Start of Data for processing

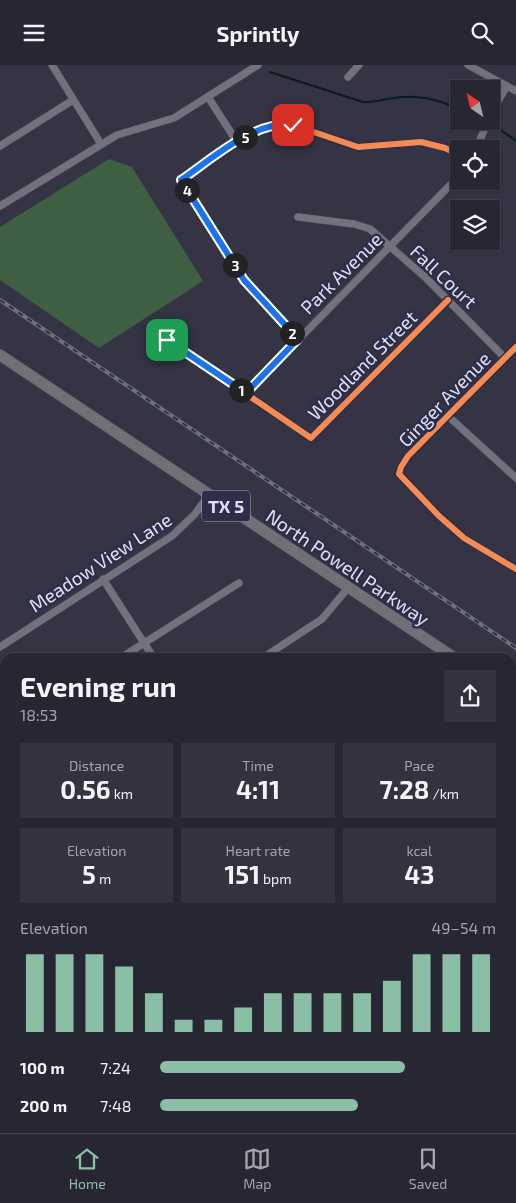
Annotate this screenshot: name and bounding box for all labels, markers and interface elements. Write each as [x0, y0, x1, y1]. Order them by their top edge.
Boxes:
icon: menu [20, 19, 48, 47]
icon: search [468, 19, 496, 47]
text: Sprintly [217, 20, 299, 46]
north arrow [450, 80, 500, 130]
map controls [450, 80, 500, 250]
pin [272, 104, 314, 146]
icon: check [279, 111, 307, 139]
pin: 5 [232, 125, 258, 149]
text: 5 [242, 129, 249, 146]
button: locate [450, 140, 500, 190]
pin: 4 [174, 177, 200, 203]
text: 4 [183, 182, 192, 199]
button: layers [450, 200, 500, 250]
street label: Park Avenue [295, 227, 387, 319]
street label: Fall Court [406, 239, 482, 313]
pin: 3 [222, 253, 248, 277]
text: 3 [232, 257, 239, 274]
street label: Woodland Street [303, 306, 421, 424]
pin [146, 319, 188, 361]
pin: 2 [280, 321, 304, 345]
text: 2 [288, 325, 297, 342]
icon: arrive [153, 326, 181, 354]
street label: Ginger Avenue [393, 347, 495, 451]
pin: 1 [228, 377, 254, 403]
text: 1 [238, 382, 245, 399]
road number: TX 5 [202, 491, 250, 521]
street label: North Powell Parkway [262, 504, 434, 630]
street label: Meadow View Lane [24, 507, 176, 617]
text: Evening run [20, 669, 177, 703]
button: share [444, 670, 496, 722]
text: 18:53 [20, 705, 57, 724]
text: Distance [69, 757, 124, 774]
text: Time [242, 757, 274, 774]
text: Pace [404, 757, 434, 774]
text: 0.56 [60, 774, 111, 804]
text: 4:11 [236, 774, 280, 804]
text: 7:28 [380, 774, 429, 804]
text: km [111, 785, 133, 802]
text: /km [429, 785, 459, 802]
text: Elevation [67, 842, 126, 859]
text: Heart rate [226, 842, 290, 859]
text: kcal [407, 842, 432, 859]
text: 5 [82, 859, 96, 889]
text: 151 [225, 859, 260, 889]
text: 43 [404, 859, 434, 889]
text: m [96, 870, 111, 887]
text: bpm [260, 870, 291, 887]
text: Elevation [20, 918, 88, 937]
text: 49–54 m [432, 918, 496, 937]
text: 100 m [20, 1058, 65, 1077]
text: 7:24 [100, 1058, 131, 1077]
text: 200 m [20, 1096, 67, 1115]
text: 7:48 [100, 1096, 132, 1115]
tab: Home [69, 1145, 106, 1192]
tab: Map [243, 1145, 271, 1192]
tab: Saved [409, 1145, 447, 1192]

End of Data for processing

**Exercise prompt**.
Copy down every line of the material above that includes the string "icon".

**Task response**.
icon: menu [20, 19, 48, 47]
icon: search [468, 19, 496, 47]
icon: check [279, 111, 307, 139]
icon: arrive [153, 326, 181, 354]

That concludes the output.